The Rotary Position Embedding May Cause Dimension Inefficiency in Attention Heads for Long-Distance Retrieval
Ting-Rui Chiang, Dani Yogatama
TL;DR
The paper investigates whether Rotary Position Embedding (RoPE) causes dimension inefficiency in attention heads for long-distance retrieval. Through a controlled toy experiment and analyses of three real LLMs, it shows RoPE tends to reduce the utility of the initial dimensions in attention heads, while later dimensions remain more informative, particularly for long-context retrieval. It also links retrieval heads to dimension utilization, demonstrating that masking early dimensions often has little impact, whereas removing later dimensions harms performance, especially for distant documents.
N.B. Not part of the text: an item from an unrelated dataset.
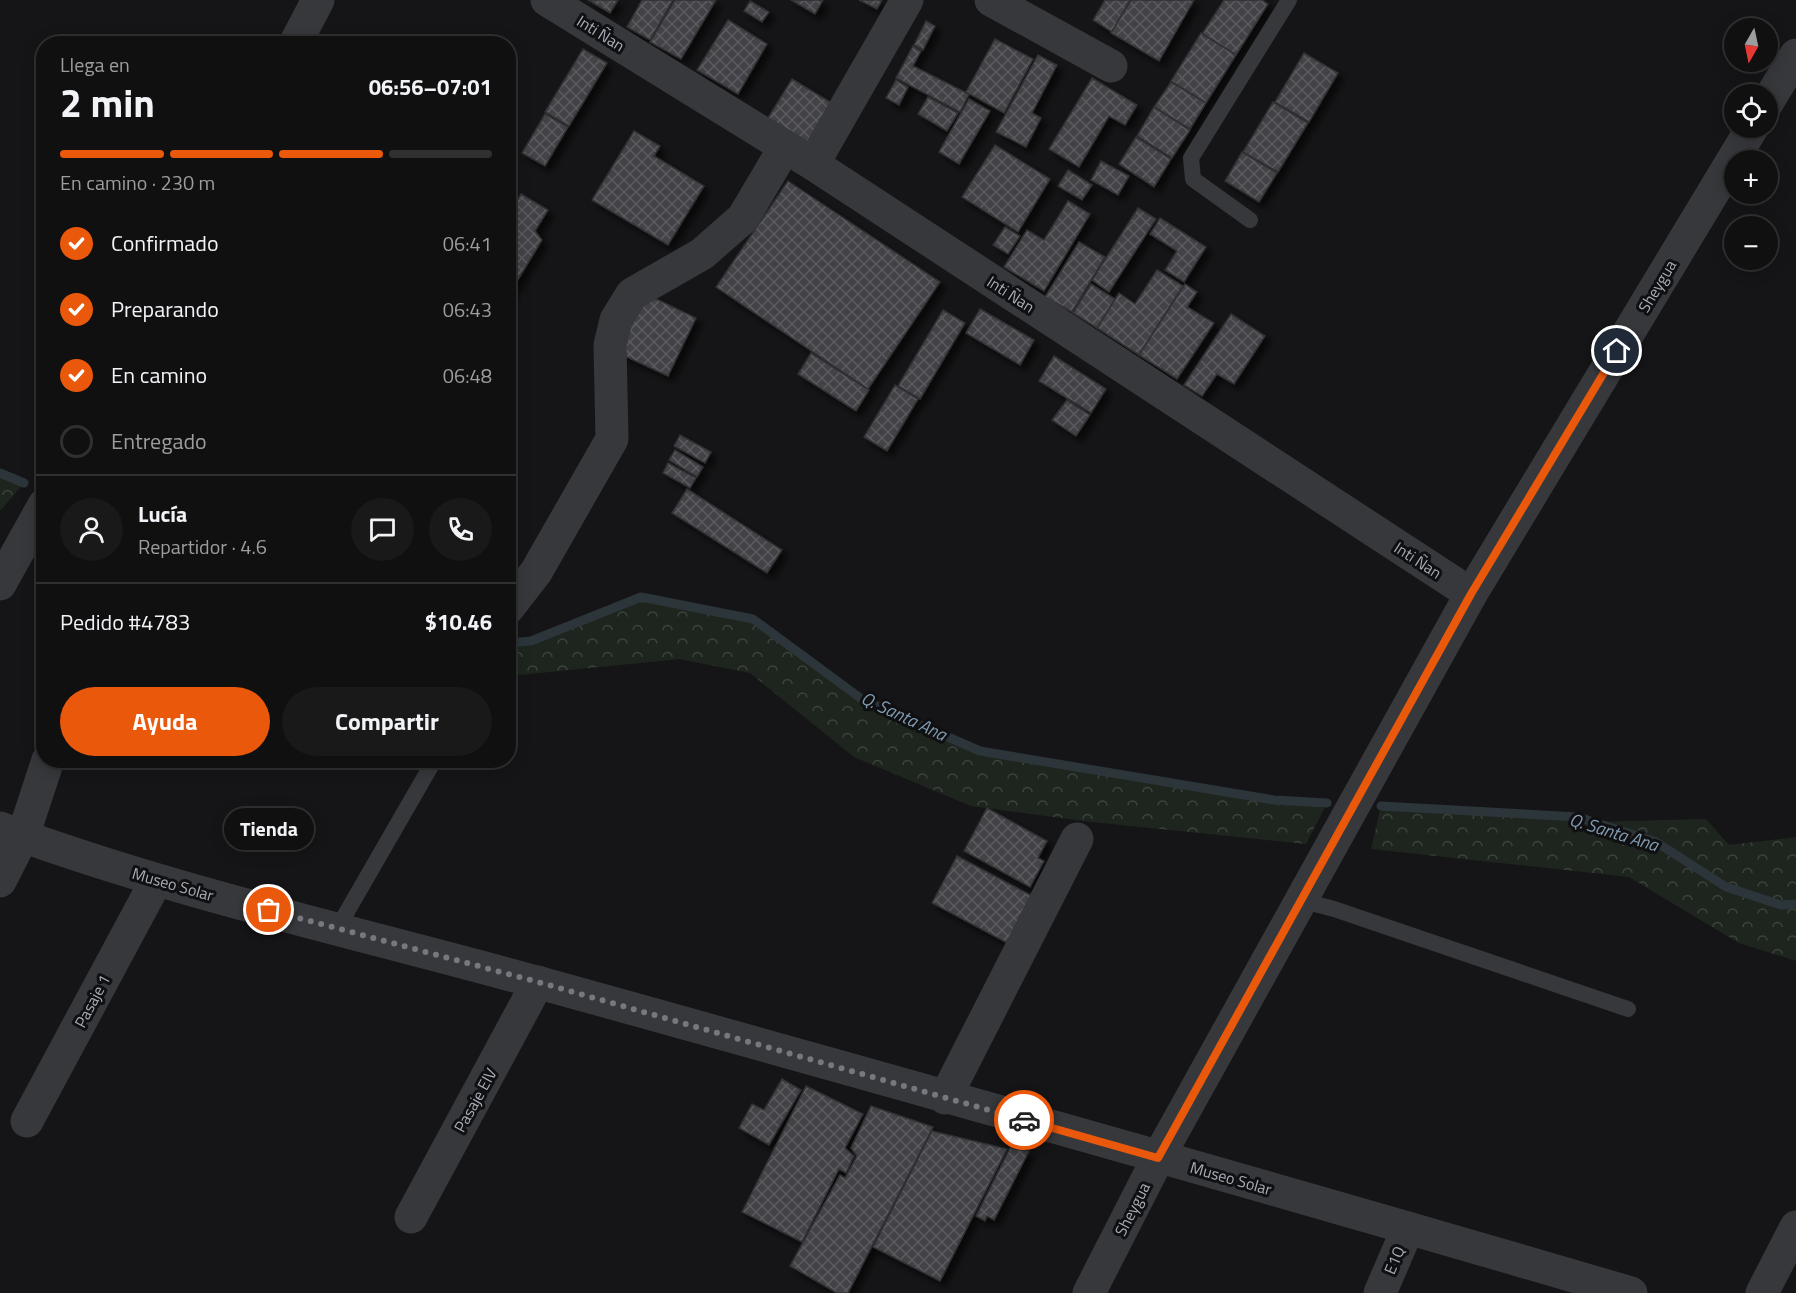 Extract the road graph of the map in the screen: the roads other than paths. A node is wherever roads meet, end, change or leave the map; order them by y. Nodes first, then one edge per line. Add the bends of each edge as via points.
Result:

The findings suggest RoPE may waste computation on unused dimensions and motivate exploring RoPE alternatives or selective application to improve long-context efficiency and performance.
Abstract
The Rotary Position Embedding (RoPE) is widely used in the attention heads of many large language models (LLM). It rotates dimensions in the query and the key vectors by different angles according to their positions in the input sequence. For long context modeling, the range of positions may vary a lot, and thus RoPE rotates some dimensions by a great range of angles. We hypothesize that the wide range of rotation angles may prevent LLMs from utilizing those dimensions. To validate this hypothesis, we present a controlled experiment showing that applying RoPE causes low utility of certain dimensions. Our analyses on three LLMs also indicate that these dimensions do not help LLMs do long-context question answering.